Kamga mengangguk, Akra melepas tangan Kamga dari jarahannya, lalu membiarkan Kamga berjalan lebih dulu.

Setibanya di AkkaZone, Akra mengambil posisi di atas meja, tempat yang pas untuk ia mengintrogasi.

"Kamu kenapa, Kamga?" kata Akra.

"Aku tidak kenapa-kenapa. Memang kenapa?" balas Kamga.

"Kamu itu sudah seperti mayat hidup"

"Lalu kenapa kalau aku seperti mayat hidup? Tidak ada alasan lagi aku hidup." Ketus Kamga.

"Kakek Hatar, tidak cukup menjadi alasanmu untuk hidup?" tukas Akra, menatap lurus ke Kamga.

"Kakek Hatar sudah mati, meninggalkan aku." Ujar Kamga lesuh.

"Kakek Hatar tidak meninggalkanmu, ia masih tersimpan di dalam hatimu, kakek Hatar tidak akan senang melihatmu seperti ini." Jelas Akra. Menepuk punggung Kamga.

"Lalu apa yang harus aku lakukan?" ujar Kamga, memperhatikan matahari yang mulai bersembunyi diujung barat.

"Kamu harus seperti Kamga yang dulu lagi. Bukankah Kakek Hatar memintamu untuk mencari orang tuamu?" tanya Akra, ikut duduk di samping Kamga.

"Iya..." sahut kamga masih menatap lurus ke arah matahari terbenam.

"Kalau gitu kamu harus mencari orang tuamu dan menanyakan langsung kenapa kamu  letakkan di depan rumah Kakek Hatar."

"Usiaku masih delapan tahun, aku tidak tahu memulainya dari mana." Kata kamga

Menurut Kamga, ia belum cukup mampu untuk mencari orang tuanya pada saat ini. Tapi Akra menawarkan diri untuk menemani Kamga mencari orang tuanya. Melalui perdebatan panjang di AkkaZone. Ditemani cahaya matahari sore hari, Kamga akhirnya menyetujui, usulan dari Akra. Mereka akan mencari orang tua Kamga, tapi sebelum itu. Dua pemuda itu terlebih dahulu meminta izin kepada Ayah Zou dan Ibu Wanda. Dan sepakat besok adalah waktu yang tepat untuk meminta izin.

***
Kamga mendapatkan energi kembali untuk menjalani hidupnya, ia bangun pagi ini dengan senyuman cerah seperti matahari yang bersinar di pagi hari, cerah dan menghangatkan.
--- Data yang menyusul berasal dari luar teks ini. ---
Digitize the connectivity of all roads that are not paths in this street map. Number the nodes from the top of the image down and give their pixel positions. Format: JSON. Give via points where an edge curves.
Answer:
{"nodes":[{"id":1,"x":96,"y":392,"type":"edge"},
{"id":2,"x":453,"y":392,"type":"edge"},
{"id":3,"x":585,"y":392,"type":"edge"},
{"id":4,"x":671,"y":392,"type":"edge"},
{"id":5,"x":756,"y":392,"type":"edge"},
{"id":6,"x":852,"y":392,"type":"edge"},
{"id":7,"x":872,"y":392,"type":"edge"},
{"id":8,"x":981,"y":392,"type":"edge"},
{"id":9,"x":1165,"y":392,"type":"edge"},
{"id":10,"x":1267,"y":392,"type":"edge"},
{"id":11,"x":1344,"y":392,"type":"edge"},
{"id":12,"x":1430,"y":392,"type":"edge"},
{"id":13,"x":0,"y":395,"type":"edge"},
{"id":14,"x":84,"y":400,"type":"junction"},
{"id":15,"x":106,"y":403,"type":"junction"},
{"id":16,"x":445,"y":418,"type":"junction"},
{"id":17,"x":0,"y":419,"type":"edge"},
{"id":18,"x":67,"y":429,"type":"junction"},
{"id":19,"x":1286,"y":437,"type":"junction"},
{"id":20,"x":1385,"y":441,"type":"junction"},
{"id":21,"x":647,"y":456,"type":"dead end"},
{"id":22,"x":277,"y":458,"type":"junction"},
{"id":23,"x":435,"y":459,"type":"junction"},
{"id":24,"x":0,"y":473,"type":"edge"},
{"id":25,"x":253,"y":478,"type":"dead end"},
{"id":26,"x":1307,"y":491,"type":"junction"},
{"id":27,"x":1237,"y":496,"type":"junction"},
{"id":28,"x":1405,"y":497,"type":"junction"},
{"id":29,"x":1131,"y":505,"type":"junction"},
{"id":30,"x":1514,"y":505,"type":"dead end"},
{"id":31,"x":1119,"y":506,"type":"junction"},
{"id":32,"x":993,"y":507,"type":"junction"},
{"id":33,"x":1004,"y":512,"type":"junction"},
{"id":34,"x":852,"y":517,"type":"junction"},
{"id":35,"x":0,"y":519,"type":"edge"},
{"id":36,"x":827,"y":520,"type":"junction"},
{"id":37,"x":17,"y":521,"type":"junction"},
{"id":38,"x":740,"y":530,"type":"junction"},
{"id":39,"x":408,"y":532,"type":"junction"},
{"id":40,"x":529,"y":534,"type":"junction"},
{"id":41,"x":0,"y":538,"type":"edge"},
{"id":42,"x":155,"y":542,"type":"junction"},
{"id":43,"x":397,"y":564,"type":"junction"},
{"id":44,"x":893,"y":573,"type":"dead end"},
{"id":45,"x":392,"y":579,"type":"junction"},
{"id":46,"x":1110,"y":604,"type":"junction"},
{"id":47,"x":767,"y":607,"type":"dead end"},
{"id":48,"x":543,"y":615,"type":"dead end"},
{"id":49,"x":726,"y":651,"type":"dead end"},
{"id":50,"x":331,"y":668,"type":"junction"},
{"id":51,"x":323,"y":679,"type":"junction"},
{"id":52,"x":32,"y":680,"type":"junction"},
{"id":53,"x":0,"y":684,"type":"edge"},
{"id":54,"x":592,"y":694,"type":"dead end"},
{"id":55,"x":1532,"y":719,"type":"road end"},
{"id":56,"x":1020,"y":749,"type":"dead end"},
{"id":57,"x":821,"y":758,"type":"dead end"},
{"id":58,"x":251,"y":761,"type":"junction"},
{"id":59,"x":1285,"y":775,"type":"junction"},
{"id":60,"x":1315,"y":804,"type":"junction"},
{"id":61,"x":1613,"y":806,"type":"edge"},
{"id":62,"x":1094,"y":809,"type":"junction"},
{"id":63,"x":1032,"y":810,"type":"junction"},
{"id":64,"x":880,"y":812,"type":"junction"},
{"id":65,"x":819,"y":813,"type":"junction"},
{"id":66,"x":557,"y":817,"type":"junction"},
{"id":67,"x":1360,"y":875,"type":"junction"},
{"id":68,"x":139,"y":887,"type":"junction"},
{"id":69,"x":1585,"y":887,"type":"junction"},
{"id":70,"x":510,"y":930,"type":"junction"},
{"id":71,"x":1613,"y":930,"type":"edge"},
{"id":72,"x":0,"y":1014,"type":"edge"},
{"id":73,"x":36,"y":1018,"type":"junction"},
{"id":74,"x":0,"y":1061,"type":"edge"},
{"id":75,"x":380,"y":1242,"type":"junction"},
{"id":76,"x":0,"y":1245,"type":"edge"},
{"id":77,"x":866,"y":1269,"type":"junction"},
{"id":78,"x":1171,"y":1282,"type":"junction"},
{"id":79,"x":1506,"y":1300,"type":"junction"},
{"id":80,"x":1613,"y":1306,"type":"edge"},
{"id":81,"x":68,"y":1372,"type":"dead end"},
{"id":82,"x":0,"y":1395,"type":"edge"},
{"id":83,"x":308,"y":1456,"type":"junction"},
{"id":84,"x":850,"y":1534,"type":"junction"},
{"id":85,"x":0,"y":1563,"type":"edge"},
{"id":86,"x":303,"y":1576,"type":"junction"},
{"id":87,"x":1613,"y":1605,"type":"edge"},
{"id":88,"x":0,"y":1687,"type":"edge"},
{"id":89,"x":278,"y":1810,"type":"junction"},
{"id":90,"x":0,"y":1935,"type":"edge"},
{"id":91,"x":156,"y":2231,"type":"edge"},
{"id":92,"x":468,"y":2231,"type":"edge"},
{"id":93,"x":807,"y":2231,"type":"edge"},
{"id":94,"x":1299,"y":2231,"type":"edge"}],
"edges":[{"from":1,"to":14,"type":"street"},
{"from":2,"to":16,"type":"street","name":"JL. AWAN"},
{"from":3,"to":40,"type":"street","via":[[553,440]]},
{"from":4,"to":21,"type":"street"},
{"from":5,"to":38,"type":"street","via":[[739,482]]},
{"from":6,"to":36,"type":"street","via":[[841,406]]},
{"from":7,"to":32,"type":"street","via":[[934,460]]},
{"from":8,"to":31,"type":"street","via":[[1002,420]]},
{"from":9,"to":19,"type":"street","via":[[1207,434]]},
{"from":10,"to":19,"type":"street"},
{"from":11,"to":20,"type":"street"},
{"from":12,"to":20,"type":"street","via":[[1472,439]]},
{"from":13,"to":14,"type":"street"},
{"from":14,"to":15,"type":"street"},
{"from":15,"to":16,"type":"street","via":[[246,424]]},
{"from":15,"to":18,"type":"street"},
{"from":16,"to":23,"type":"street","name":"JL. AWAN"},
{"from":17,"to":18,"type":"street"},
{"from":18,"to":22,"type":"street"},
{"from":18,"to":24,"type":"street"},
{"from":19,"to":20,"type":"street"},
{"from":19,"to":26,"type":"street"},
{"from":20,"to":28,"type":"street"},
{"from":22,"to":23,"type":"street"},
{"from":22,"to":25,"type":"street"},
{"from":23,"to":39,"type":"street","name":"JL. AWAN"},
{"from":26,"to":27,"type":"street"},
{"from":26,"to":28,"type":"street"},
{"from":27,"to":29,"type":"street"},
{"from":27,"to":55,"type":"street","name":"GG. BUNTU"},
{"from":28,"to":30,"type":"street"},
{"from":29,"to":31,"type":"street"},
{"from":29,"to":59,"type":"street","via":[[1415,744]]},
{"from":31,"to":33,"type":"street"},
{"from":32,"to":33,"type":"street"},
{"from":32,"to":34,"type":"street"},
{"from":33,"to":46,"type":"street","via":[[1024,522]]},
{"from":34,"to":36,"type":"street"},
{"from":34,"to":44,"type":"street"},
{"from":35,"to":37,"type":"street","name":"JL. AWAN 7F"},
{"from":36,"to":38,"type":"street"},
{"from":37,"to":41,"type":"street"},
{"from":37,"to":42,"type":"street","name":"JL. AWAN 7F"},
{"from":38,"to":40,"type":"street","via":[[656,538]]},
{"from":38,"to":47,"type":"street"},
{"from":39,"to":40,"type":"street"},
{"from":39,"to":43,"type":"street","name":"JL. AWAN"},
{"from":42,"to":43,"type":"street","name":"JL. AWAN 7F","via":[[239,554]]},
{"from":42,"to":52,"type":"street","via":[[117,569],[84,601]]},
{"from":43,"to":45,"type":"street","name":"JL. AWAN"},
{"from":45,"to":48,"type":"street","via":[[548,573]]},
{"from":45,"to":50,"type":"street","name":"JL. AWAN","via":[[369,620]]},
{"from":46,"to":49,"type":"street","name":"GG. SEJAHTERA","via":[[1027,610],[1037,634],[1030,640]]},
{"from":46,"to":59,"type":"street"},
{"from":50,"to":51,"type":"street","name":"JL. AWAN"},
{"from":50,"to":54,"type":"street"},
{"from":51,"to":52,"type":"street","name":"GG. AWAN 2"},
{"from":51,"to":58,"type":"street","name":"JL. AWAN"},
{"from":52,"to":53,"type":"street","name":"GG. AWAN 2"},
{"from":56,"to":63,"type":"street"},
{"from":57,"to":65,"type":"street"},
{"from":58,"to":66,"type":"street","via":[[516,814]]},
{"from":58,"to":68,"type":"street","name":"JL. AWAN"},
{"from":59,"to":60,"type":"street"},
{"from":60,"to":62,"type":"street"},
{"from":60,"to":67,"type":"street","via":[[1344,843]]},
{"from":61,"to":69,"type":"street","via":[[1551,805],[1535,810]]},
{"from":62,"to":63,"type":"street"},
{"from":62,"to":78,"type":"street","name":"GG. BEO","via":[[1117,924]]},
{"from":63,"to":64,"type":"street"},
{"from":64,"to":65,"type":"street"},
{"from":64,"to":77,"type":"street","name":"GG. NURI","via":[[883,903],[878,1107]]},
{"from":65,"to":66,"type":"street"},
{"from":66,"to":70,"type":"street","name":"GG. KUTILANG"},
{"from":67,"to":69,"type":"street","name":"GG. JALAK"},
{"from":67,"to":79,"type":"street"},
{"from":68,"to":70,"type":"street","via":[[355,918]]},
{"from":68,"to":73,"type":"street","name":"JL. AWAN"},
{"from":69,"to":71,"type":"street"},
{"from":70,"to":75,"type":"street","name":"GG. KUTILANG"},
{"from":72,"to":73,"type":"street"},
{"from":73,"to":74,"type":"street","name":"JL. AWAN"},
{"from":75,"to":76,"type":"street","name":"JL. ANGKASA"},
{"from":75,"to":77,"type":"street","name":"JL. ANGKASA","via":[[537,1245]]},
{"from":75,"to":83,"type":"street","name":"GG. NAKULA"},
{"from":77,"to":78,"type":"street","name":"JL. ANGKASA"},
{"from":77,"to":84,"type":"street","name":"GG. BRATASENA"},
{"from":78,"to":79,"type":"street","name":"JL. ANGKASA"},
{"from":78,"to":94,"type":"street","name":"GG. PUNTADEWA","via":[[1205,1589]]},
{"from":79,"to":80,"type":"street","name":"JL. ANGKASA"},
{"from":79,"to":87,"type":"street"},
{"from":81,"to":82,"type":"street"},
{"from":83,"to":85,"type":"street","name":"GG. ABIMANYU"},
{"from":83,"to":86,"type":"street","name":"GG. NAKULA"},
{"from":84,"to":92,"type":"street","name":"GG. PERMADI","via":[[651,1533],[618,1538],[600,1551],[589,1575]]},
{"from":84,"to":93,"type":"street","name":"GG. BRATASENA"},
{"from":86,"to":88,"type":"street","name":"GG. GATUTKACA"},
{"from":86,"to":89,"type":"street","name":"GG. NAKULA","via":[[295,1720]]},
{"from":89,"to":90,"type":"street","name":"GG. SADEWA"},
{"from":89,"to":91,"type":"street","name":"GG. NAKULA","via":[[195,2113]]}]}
Kamga sudah berada di lapangan untuk berlatih beladiri. Paman Tracie sekarang yang menjadi pelatih beladiri anak-anak desa Asdaten termasuk Kamga dan Akra.

Paman Tracie senang, Kamga telah kembali memancarkan sinarnya. Seusai berlatih, Kamga dan Akra berlari, menuju Paman Tracie, meminta izin pamit lebih dulu. Biasanya Kamga dan Akra paling lama berlatih, mereka baru pulang ke rumah setelah matahari berada lurus di atas kepala.

"Kamga... seperti biasa..." Akra mengedipkan matanya.  Kamga langsung mengerti maksud Akra.

"Oke..." tantang Kamga.

Satu... Dua... Tiga..

Kamga dan Akra berlari pulang, berkejar-kejaran di jalanan desa hingga finish di depan rumah Kakek Hatar. Kebiasaan mereka setelah berlatih beladiri. Siapa yang kalah harus mengikuti permintaan pemenang.